This genre of liquid colour sorting game pops up sometimes in my phone apps: There are a number of transparent bottles each filled with a fixed number of equal-thickness layers (typically 3 or 4) of coloured liquid. Some bottles might not have all if their top layers filled, and some might even be empty entirely. The lower layers cannot be accessed until the upper layers are removed. We cannot over-fill a bottle past its maximum number of layers. We cannot pour a layer of liquid onto a different coloured layer. The goal is to separate all the different coloured liquid into different bottles so that each bottle. Sometimes this game would end in an unsolvable configuration, which would mean that the user has lost the game. This made me think of finding out what exactly makes a configuration unsolvable. Obviously we need at least as many bottles as the number of colours, and for the sake of simplicity let's only consider the case where the amount of liquid of each colour is just enough to fill a bottle. There's also the issue that if every bottle is filled to the rim, there will be no space to move any of the layers, so unless the game starts out already solved with each colour in its separate bottle, we need to have one more bottle than the number of colours just to gave space for movement.
Now consider a colour sorting game described above with these specifications:
If we keep the bottles at two layers deep, can there ever be an unsolvable game? If so, what’s the minimum number of colours this game has? (The number of bottles would be one more than the number of colours.) Prove.
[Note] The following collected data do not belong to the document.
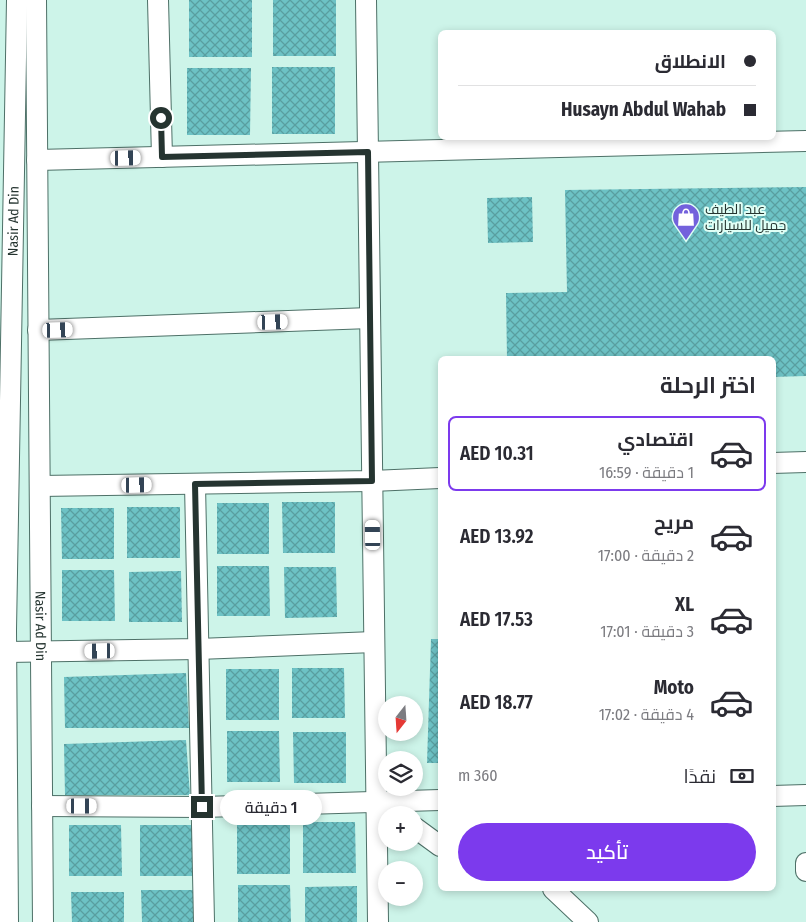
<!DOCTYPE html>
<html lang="ar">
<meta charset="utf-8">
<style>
body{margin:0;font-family:"Fira Sans Condensed",Cairo,sans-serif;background:#f7f7f7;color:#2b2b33;direction:rtl;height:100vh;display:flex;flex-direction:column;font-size:19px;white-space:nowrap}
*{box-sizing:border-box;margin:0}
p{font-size:16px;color:#7c7c81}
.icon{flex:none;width:28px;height:28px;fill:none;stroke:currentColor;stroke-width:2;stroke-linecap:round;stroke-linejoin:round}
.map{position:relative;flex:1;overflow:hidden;direction:ltr}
.panel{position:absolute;left:438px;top:356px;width:338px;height:535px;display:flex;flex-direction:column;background:#fff;border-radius:8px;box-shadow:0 2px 8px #0003;direction:rtl}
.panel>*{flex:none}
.guide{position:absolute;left:438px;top:30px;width:338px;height:110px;border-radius:8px;box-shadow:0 2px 8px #0003;direction:rtl;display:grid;align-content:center;height:110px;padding:0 20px;background:#fff}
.needle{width:32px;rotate:197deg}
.tools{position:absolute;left:378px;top:696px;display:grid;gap:10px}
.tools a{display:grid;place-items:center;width:45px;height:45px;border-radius:50%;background:#fff;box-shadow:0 2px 8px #0003;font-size:25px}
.end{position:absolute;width:22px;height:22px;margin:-11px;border:6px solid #253430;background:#fff;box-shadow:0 0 0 2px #fff}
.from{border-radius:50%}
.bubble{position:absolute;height:35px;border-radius:18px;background:#fff;box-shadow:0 2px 8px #0003;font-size:16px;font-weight:600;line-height:35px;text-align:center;direction:rtl}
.car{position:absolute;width:15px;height:30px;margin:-15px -8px;border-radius:6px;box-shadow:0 0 4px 1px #0007;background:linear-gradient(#fff 24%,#345 0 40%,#fff 0 76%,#345 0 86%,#fff 0)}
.guide b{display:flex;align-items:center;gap:18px;height:48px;font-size:19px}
.guide b+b{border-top:1px solid #e1e1e2}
.guide i{width:12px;height:12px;background:#2b2b33}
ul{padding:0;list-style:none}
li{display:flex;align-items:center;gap:15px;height:75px;margin:0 10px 8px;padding:0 10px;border:2px solid transparent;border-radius:8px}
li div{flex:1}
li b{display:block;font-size:19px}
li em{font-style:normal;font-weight:600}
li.on{border-color:#7c3aed}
li>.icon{width:45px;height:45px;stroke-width:1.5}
h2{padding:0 20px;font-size:22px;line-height:60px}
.pay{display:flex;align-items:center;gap:12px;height:55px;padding:0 20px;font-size:19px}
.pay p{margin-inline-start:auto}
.cta{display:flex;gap:10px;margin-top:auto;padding:10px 20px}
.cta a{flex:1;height:58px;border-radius:30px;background:#7c3aed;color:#fff;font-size:20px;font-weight:600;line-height:58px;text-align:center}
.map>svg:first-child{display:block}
.building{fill:url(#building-cross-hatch)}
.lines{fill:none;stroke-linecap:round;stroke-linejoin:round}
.street-casing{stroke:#4d7067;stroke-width:22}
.street{stroke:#fff;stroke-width:20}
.route{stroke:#253430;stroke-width:6}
.labels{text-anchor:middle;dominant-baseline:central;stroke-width:4;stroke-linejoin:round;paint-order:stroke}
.poi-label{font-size:14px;fill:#253430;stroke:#e0fff6;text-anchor:start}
.street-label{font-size:14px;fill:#253430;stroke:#e0fff6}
</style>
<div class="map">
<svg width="806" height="922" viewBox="0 0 806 922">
<defs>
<pattern id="building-cross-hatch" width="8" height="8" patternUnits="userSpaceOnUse" patternTransform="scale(1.25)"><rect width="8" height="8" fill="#6dc2c5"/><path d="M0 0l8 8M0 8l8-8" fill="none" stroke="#599ea0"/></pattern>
</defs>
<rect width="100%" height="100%" fill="#cdf4e9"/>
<!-- building -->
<g class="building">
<rect x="189" y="0" width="63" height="57"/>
<rect x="273" y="0" width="63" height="56"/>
<rect x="272" y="67" width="63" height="67"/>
<path d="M 187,68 L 251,68 L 250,135 L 187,135 Z"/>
<path d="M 806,187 L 806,376 L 772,377 L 772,359 L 507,359 L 506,293 L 567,292 L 565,190 Z"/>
<path d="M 532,197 L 533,242 L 488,243 L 487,198 Z"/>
<path d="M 282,502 L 335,502 L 335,553 L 283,553 Z"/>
<rect x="217" y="503" width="52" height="51"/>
<rect x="127" y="507" width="53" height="51"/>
<path d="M 61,508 L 114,508 L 114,559 L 62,559 Z"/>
<path d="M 217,566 L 269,566 L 270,616 L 217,616 Z"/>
<path d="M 284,567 L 336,567 L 337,617 L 285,618 Z"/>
<path d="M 62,570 L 114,570 L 115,621 L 62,621 Z"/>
<path d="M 181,571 L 182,622 L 129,622 L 129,572 Z"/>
<path d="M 431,639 L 440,639 L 440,763 L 427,763 Z"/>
<path d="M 292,668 L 344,668 L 345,718 L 292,718 Z"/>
<rect x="226" y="669" width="53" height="51"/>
<path d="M 186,673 L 189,728 L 65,728 L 64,677 Z"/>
<path d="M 227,731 L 279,731 L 280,782 L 227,782 Z"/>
<path d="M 293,732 L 346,732 L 346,783 L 294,783 Z"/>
<path d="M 186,740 L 190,795 L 65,795 L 64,744 Z"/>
<path d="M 303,822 L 355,822 L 356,873 L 303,873 Z"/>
<rect x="237" y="823" width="53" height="51"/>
<path d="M 69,825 L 121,825 L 122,876 L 69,876 Z"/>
<rect x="140" y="825" width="53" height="51"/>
<path d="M 238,885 L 290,885 L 291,922 L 238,922 Z"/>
<path d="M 357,886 L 357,922 L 305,922 L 305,887 Z"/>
<path d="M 141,890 L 194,890 L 194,922 L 142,922 Z"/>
<path d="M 71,892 L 124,892 L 124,922 L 72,922 Z"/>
</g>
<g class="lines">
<!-- street casing -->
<g class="street-casing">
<g id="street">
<path id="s1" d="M 36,0 L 43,922"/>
<path d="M 158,0 L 162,157"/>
<path d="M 366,0 L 378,922"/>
<path d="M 37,160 L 806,141"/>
<path d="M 38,330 L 370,318"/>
<path d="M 772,463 L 806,462"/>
<path d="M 195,484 L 204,922"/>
<path d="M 40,486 L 372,481 L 440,478"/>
<path d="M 7,652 L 198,649 L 374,642"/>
<path d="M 772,796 L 806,795"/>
<path d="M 42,806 L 202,807 L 440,800"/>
<path d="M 414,827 L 440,846"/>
<path d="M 806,863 L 806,871"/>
<path d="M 553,889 L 588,922"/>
<path id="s2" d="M 8,922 L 6,630 L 17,0"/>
</g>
</g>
<!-- street -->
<use href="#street" class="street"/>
</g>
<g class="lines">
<!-- route -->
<path class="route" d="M 161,118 L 162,157 L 368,152 L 372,481 L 195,484 L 202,807"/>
</g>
<!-- icons -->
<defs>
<g id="shop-pin" transform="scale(1.4375)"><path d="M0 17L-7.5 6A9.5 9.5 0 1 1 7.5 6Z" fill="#7361dc" stroke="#e0fff6"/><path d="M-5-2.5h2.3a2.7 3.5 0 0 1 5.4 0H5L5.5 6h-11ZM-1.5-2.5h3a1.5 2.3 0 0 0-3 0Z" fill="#fff"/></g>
</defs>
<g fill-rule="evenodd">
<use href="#shop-pin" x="686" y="217"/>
</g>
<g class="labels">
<!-- poi labels -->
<g class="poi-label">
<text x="705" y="209">عبد الطيف<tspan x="705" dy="16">جميل للسيارات</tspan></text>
</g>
<!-- street labels -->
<g class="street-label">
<text stroke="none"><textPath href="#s2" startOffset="701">Nasir Ad Din</textPath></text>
<text stroke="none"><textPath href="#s1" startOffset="626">Nasir Ad Din</textPath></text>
</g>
</g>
</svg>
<div class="tools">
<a><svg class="needle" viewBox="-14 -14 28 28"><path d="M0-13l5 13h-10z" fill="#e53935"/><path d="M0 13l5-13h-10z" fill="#7c7c81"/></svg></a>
<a><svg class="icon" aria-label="layers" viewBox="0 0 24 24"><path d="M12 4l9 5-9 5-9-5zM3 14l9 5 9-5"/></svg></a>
<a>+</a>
<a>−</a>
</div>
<i class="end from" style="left:161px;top:118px"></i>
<i class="end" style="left:202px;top:807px"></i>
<div class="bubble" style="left:220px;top:790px;width:102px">1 دقيقة</div>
<i class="car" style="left:126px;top:158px;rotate:89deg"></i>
<i class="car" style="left:273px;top:322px;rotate:88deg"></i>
<i class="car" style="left:58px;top:330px;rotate:88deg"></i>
<i class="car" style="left:137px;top:485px;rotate:89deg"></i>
<i class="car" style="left:373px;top:535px;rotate:359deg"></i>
<i class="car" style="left:100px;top:651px;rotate:269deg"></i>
<i class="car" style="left:82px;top:806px;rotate:90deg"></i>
<div class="guide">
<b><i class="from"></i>الانطلاق</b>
<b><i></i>Husayn Abdul Wahab</b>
</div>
<section class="panel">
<h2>اختر الرحلة</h2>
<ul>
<li class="on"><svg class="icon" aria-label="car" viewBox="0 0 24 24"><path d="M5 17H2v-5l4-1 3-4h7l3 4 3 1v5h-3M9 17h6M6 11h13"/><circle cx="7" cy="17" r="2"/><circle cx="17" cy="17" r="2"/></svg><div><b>اقتصادي</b><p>1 دقيقة · 16:59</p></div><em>AED 10.31</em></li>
<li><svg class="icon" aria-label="car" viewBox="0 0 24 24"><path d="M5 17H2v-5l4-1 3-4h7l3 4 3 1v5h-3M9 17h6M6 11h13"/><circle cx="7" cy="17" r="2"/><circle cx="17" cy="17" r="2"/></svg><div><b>مريح</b><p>2 دقيقة · 17:00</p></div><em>AED 13.92</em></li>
<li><svg class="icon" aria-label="car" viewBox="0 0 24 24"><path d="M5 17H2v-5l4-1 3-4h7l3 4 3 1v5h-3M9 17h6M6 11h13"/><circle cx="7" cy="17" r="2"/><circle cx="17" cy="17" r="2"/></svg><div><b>XL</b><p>3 دقيقة · 17:01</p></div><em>AED 17.53</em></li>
<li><svg class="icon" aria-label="car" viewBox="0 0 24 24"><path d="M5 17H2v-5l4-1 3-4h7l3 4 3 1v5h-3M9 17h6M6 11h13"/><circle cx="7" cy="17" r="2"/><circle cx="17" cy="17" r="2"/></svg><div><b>Moto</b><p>4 دقيقة · 17:02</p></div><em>AED 18.77</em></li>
</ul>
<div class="pay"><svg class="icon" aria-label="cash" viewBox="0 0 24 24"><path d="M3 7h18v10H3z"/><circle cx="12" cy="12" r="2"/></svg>نقدًا<p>360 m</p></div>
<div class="cta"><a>تأكيد</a></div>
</section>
</div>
If we keep the game at two colours and three bottles, what’s the minimum number of layers a bottle needs to hold to construct an unsolvable game?
If we start with two colours, two bottles that are completely filled, and a third, empty bottle, can there ever be an unsolvable game? If so, what’s the minimum number of layers a bottle holds? If not, prove.
Given the number of colours, m (which, by our setup, would mean there are m+1 bottles), can we always find the minimum number of layers a bottle holds, n (which, by our setup, would mean there are also n layers of each colour), that would allow the construction of an unsolvable game?
Given the number of layers a bottle holds, n, can we always find the minimum number of colours, m, that would allow the construction of an unsolvable game?
The image is from a screenshot taken from Google Play.